───── Supplied entries

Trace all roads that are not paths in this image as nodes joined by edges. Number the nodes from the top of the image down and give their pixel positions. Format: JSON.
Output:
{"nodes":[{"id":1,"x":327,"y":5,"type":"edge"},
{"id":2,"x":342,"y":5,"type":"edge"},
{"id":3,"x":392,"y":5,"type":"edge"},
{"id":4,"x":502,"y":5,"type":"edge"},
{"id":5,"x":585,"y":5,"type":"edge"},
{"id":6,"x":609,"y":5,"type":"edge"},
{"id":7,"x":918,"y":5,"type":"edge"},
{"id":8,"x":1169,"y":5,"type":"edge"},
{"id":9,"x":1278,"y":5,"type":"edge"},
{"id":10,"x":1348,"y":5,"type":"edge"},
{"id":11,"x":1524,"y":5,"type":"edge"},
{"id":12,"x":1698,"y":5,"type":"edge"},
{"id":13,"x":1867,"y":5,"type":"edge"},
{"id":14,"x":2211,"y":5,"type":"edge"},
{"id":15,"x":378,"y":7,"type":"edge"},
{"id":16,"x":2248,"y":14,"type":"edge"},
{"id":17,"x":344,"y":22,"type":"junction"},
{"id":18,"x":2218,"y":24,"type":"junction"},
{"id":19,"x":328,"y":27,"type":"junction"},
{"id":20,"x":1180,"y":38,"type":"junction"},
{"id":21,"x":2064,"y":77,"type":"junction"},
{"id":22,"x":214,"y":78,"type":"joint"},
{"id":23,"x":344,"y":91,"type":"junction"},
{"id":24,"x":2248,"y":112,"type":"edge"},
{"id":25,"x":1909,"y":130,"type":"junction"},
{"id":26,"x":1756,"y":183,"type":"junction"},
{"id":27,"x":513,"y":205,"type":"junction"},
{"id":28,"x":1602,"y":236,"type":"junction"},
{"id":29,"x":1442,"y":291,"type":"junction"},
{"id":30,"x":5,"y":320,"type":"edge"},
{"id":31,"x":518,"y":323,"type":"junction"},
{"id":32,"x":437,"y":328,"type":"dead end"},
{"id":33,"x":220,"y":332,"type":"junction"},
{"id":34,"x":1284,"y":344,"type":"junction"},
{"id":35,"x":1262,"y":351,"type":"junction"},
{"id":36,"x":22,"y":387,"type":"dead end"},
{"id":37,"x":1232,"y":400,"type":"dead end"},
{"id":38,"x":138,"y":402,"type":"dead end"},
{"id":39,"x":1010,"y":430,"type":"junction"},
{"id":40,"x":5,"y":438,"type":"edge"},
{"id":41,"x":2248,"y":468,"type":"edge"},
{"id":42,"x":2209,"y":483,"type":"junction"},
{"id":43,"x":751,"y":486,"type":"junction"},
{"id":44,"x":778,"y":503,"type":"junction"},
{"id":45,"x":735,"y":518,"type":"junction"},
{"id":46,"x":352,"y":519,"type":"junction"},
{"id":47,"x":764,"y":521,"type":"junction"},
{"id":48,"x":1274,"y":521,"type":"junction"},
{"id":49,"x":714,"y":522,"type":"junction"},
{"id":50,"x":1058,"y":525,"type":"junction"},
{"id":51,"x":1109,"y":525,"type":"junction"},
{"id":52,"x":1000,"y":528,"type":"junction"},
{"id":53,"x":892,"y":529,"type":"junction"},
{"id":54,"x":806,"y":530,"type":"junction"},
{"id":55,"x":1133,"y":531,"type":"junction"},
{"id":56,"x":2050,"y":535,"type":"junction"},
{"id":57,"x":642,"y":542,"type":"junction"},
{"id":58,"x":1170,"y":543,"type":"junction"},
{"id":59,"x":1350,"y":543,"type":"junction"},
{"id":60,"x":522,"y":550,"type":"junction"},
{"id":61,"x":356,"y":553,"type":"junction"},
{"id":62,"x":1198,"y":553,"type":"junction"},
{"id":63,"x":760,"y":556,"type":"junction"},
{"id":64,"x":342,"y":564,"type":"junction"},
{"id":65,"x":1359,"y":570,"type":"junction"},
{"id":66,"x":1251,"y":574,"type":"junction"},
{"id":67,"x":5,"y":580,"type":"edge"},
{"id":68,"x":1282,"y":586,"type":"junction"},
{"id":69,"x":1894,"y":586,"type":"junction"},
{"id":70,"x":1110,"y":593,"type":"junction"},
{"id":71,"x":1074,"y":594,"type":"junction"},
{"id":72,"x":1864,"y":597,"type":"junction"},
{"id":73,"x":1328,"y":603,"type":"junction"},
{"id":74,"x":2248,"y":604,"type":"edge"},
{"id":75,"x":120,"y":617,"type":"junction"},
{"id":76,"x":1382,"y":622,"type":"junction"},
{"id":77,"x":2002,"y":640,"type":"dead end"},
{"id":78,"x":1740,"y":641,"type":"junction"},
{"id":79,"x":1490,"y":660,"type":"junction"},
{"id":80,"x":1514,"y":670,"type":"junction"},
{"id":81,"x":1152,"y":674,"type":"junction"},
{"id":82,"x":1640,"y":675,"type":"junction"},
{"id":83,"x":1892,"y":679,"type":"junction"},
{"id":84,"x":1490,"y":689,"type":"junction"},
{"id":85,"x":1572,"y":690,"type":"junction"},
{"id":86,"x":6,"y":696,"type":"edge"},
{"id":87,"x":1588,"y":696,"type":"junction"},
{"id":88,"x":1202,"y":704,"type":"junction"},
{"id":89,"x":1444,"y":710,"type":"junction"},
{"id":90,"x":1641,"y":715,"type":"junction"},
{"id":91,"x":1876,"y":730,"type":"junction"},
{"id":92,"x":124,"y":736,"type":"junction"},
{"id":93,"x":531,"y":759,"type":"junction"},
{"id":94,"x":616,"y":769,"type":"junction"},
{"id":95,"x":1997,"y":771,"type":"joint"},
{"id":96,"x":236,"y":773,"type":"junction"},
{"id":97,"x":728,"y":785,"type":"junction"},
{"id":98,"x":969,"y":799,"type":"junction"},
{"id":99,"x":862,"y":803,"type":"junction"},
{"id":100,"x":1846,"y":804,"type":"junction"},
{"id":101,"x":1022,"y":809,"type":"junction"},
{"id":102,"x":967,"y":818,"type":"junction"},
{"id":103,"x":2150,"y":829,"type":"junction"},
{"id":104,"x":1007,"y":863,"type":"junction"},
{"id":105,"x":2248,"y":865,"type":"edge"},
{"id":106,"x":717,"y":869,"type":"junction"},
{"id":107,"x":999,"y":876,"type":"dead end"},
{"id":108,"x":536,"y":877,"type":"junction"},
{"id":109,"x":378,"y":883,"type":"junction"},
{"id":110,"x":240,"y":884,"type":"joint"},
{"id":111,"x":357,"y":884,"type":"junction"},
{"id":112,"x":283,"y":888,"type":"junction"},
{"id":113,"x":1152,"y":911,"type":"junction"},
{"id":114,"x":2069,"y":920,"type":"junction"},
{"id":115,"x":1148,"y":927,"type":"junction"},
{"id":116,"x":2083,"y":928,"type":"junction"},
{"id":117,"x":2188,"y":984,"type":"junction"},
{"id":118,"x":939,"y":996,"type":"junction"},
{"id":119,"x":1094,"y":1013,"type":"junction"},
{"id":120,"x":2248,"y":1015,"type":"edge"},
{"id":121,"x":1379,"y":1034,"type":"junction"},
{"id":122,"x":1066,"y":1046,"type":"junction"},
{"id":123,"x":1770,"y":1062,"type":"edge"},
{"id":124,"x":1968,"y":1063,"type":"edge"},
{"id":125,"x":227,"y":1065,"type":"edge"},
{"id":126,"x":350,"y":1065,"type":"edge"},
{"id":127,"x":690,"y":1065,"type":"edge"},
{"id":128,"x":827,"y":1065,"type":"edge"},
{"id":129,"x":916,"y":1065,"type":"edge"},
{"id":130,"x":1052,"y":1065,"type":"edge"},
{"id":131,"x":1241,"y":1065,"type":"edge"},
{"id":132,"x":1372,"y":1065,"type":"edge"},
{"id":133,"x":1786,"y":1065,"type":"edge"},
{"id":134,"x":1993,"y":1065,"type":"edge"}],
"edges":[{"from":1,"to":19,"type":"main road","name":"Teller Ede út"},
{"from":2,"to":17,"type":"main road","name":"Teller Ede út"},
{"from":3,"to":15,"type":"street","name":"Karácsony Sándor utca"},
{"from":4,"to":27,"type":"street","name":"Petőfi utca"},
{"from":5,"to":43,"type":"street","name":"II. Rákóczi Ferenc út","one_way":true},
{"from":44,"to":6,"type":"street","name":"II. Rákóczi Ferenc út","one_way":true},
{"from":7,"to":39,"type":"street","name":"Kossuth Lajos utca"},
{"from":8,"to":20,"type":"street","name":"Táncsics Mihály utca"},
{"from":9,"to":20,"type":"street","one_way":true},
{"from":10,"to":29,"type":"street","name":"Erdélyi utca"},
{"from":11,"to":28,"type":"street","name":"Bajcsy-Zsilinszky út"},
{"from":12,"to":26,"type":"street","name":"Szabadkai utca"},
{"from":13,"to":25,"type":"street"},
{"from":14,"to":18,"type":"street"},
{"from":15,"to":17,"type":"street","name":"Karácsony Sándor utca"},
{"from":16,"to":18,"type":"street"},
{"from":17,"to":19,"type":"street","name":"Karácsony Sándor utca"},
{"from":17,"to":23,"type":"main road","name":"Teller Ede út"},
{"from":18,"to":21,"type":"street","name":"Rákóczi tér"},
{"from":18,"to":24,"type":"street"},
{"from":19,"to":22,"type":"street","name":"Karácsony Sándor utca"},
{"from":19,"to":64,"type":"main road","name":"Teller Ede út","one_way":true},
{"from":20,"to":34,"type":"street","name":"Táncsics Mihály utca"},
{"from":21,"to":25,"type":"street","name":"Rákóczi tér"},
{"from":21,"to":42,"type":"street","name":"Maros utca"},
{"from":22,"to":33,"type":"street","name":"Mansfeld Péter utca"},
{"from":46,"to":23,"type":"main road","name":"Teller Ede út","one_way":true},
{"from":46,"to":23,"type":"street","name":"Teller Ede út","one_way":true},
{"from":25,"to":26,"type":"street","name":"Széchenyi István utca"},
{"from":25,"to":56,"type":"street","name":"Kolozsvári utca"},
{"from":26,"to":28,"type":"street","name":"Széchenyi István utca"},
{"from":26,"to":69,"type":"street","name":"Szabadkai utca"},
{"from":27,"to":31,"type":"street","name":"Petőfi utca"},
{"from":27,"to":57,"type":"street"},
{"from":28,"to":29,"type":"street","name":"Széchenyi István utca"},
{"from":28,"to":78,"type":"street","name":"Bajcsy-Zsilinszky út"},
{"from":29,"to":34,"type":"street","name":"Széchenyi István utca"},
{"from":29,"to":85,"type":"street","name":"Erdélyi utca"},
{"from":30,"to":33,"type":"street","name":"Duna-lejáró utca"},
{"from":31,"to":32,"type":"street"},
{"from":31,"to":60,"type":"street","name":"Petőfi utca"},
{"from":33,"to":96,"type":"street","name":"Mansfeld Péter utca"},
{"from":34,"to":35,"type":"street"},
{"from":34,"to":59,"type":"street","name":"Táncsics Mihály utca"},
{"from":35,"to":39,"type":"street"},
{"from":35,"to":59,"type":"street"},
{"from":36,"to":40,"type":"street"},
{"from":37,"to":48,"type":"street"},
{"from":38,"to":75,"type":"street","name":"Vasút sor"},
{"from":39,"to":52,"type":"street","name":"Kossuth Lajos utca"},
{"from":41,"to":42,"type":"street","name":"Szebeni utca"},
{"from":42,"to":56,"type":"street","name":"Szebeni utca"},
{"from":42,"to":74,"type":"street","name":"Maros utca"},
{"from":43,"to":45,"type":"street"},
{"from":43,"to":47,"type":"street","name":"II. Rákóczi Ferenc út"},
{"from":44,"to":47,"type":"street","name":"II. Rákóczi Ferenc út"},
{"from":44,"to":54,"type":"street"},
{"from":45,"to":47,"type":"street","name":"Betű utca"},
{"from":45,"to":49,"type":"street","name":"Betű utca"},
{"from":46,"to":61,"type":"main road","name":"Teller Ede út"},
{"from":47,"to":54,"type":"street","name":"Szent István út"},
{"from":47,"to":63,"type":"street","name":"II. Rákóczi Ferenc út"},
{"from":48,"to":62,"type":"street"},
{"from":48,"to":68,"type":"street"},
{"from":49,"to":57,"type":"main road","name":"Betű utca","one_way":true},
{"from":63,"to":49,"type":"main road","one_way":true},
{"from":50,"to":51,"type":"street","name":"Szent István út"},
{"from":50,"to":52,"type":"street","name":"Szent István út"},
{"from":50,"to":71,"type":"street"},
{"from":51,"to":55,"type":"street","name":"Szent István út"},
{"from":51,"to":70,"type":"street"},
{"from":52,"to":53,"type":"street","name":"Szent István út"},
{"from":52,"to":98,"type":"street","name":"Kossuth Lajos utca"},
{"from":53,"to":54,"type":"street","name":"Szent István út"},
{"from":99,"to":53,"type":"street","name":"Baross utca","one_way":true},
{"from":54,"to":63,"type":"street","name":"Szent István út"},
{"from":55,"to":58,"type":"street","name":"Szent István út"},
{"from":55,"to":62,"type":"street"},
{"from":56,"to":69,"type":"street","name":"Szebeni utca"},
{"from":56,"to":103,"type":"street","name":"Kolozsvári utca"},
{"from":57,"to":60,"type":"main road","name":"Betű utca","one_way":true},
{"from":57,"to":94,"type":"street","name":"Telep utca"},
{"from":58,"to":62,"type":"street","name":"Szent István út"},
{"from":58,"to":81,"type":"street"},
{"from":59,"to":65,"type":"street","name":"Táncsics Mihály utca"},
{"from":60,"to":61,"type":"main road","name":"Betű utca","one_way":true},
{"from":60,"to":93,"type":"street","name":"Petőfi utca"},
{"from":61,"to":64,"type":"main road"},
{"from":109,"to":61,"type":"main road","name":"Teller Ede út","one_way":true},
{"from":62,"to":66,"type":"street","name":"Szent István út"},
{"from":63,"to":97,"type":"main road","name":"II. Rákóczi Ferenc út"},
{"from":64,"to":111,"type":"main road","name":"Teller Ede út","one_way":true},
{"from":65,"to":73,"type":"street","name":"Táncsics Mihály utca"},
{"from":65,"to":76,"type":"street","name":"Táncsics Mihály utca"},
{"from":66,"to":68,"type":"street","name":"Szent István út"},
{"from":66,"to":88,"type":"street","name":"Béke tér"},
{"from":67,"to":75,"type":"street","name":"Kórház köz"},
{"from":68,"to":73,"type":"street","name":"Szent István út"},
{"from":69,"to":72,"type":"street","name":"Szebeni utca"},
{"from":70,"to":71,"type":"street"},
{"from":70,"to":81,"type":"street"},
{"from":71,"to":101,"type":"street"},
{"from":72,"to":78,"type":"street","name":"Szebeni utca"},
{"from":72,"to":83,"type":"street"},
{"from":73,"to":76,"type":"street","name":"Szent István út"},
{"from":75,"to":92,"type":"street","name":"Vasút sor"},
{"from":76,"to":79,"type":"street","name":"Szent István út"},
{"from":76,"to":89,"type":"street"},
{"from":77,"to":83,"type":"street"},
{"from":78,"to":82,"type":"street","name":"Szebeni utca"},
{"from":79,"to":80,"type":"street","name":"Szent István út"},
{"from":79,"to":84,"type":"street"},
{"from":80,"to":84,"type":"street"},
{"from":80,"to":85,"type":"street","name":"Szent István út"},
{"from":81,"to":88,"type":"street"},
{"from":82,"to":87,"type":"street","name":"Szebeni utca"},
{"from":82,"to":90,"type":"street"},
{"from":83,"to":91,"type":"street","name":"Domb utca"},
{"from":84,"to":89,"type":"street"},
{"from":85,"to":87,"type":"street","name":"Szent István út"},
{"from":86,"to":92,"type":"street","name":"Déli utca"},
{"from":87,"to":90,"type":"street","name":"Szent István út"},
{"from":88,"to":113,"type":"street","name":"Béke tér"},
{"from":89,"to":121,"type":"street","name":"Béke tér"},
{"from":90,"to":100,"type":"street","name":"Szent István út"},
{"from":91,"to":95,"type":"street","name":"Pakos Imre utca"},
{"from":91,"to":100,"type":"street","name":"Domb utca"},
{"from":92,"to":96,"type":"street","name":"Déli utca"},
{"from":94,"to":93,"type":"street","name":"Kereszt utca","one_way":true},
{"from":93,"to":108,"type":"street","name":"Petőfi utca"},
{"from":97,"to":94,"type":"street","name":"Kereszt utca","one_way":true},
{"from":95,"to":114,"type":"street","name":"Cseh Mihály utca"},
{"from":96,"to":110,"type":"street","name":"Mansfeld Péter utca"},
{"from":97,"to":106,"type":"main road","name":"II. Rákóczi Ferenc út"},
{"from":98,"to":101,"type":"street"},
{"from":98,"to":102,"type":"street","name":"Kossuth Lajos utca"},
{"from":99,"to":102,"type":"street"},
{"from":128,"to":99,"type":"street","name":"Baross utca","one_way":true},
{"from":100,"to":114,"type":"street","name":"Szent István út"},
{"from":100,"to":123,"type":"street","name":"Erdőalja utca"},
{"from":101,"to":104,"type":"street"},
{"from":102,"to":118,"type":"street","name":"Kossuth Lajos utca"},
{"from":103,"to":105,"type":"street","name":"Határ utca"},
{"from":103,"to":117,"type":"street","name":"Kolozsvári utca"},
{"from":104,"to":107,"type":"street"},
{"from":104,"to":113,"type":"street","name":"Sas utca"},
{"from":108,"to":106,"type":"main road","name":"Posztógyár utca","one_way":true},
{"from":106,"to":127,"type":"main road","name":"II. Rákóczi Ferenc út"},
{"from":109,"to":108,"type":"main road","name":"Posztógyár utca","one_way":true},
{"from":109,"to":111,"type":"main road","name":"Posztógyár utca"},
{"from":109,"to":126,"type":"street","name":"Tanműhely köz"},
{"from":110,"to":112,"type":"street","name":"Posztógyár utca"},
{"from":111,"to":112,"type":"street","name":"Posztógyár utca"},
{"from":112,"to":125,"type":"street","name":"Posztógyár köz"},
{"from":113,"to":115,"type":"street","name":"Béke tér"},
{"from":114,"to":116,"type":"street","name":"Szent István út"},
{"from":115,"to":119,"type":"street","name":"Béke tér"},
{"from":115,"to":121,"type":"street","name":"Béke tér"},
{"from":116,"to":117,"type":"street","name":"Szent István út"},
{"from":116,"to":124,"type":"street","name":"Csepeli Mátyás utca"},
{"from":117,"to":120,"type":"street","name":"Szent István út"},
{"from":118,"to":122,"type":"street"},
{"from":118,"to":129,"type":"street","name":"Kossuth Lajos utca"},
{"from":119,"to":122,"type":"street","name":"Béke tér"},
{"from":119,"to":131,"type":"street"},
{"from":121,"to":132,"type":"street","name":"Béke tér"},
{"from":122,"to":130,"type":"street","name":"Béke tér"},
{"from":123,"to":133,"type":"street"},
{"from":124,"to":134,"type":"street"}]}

──────────

- **What you have to do**
Count the lines in the entries above that include the string "Bajcsy", then give only that figure.

- **Written reply**
2